Provided data START
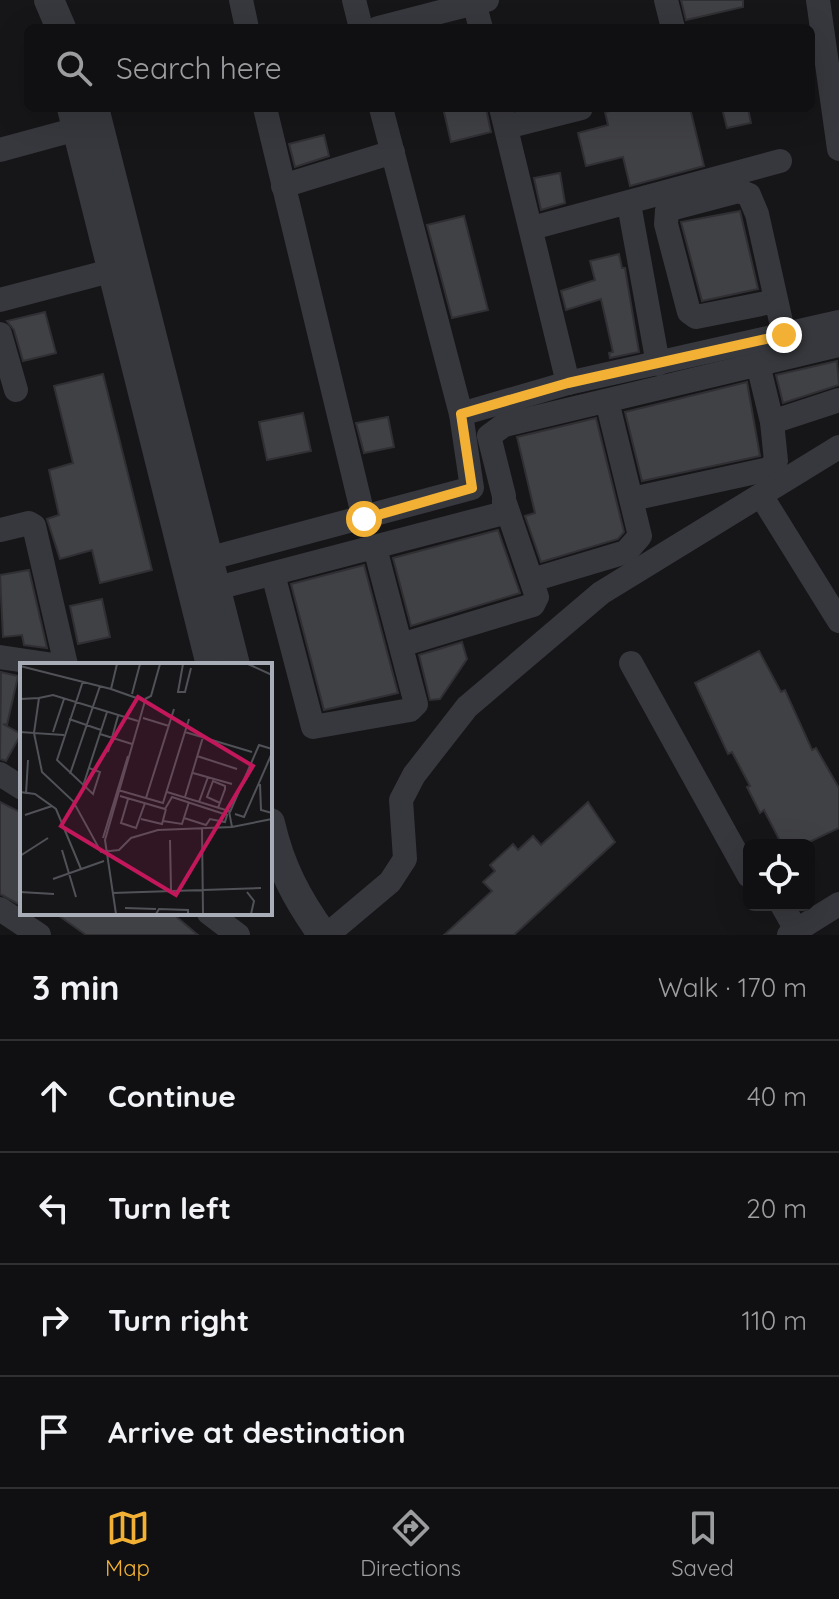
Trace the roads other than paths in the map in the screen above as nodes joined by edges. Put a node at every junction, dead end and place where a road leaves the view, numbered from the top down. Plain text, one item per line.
1 (49, 0) edge
2 (241, 0) edge
3 (354, 0) edge
4 (666, 0) edge
5 (818, 0) edge
6 (480, 2) edge
7 (59, 24) edge
8 (246, 24) edge
9 (360, 24) edge
10 (394, 24) edge
11 (481, 24) edge
12 (672, 24) edge
13 (266, 112) edge
14 (382, 112) edge
15 (550, 112) edge
16 (81, 115) edge
17 (504, 118) edge
18 (839, 149) edge
19 (0, 150) edge
20 (393, 152) junction
21 (780, 161) dead end
22 (283, 186) junction
23 (629, 204) junction
24 (532, 228) junction
25 (114, 270) junction
26 (0, 300) edge
27 (776, 301) junction
28 (839, 322) edge
29 (0, 334) edge
30 (784, 335) junction
31 (839, 345) edge
32 (658, 364) junction
33 (758, 364) junction
34 (568, 383) junction
35 (16, 390) dead end
36 (839, 400) edge
37 (607, 401) junction
38 (461, 414) junction
39 (772, 422) junction
40 (839, 447) edge
41 (762, 497) junction
42 (632, 499) junction
43 (505, 503) junction
44 (364, 519) junction
45 (0, 530) edge
46 (375, 548) junction
47 (205, 570) junction
48 (273, 574) junction
49 (532, 580) junction
50 (839, 621) edge
51 (401, 645) junction
52 (0, 657) edge
53 (40, 663) edge
54 (66, 663) edge
55 (211, 663) edge
56 (234, 663) edge
57 (631, 663) dead end
58 (0, 774) edge
59 (20, 787) edge
60 (272, 830) edge
61 (743, 865) edge
62 (272, 892) edge
63 (839, 904) edge
64 (0, 909) edge
65 (784, 911) edge
66 (212, 915) edge
67 (792, 933) edge
68 (39, 935) edge
69 (238, 935) edge
70 (302, 935) edge
71 (325, 935) edge

1 - 7 street
2 - 8 street
3 - 9 street
4 - 12 street
5 - 18 street
6 - 10 street
6 - 11 street
13 - 22 street
14 - 20 street
15 - 17 street
16 - 19 street
16 - 25 street
16 - 47 street
17 - 24 street
20 - 22 street
20 - 38 street
21 - 23 street
22 - 44 street
23 - 24 street
23 - 32 street
24 - 34 street
25 - 26 street
25 - 47 street
27 - 27 street
27 - 30 street
28 - 30 street
29 - 35 street
30 - 32 street
31 - 33 street
32 - 34 street
33 - 37 street
33 - 39 street
34 - 38 street
36 - 39 street
37 - 42 street
37 - 43 street
38 - 44 street
39 - 42 street
40 - 41 street
41 - 50 street
41 - 71 street
42 - 49 street
43 - 46 street
43 - 49 street
44 - 47 street
45 - 54 street
46 - 48 street
46 - 51 street
47 - 48 street
47 - 55 street
47 - 56 street
48 - 51 street
49 - 51 street
52 - 53 street
57 - 61 street
58 - 59 street
60 - 71 street
62 - 70 street
63 - 67 street
64 - 68 street
65 - 67 street
66 - 69 street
Provided data END
Give back the data verbatim. The pictures are not part of the copy.

Trace the roads other than paths in the map in the screen above as nodes joined by edges. Put a node at every junction, dead end and place where a road leaves the view, numbered from the top down. Plain text, one item per line.
1 (49, 0) edge
2 (241, 0) edge
3 (354, 0) edge
4 (666, 0) edge
5 (818, 0) edge
6 (480, 2) edge
7 (59, 24) edge
8 (246, 24) edge
9 (360, 24) edge
10 (394, 24) edge
11 (481, 24) edge
12 (672, 24) edge
13 (266, 112) edge
14 (382, 112) edge
15 (550, 112) edge
16 (81, 115) edge
17 (504, 118) edge
18 (839, 149) edge
19 (0, 150) edge
20 (393, 152) junction
21 (780, 161) dead end
22 (283, 186) junction
23 (629, 204) junction
24 (532, 228) junction
25 (114, 270) junction
26 (0, 300) edge
27 (776, 301) junction
28 (839, 322) edge
29 (0, 334) edge
30 (784, 335) junction
31 (839, 345) edge
32 (658, 364) junction
33 (758, 364) junction
34 (568, 383) junction
35 (16, 390) dead end
36 (839, 400) edge
37 (607, 401) junction
38 (461, 414) junction
39 (772, 422) junction
40 (839, 447) edge
41 (762, 497) junction
42 (632, 499) junction
43 (505, 503) junction
44 (364, 519) junction
45 (0, 530) edge
46 (375, 548) junction
47 (205, 570) junction
48 (273, 574) junction
49 (532, 580) junction
50 (839, 621) edge
51 (401, 645) junction
52 (0, 657) edge
53 (40, 663) edge
54 (66, 663) edge
55 (211, 663) edge
56 (234, 663) edge
57 (631, 663) dead end
58 (0, 774) edge
59 (20, 787) edge
60 (272, 830) edge
61 (743, 865) edge
62 (272, 892) edge
63 (839, 904) edge
64 (0, 909) edge
65 (784, 911) edge
66 (212, 915) edge
67 (792, 933) edge
68 (39, 935) edge
69 (238, 935) edge
70 (302, 935) edge
71 (325, 935) edge

1 - 7 street
2 - 8 street
3 - 9 street
4 - 12 street
5 - 18 street
6 - 10 street
6 - 11 street
13 - 22 street
14 - 20 street
15 - 17 street
16 - 19 street
16 - 25 street
16 - 47 street
17 - 24 street
20 - 22 street
20 - 38 street
21 - 23 street
22 - 44 street
23 - 24 street
23 - 32 street
24 - 34 street
25 - 26 street
25 - 47 street
27 - 27 street
27 - 30 street
28 - 30 street
29 - 35 street
30 - 32 street
31 - 33 street
32 - 34 street
33 - 37 street
33 - 39 street
34 - 38 street
36 - 39 street
37 - 42 street
37 - 43 street
38 - 44 street
39 - 42 street
40 - 41 street
41 - 50 street
41 - 71 street
42 - 49 street
43 - 46 street
43 - 49 street
44 - 47 street
45 - 54 street
46 - 48 street
46 - 51 street
47 - 48 street
47 - 55 street
47 - 56 street
48 - 51 street
49 - 51 street
52 - 53 street
57 - 61 street
58 - 59 street
60 - 71 street
62 - 70 street
63 - 67 street
64 - 68 street
65 - 67 street
66 - 69 street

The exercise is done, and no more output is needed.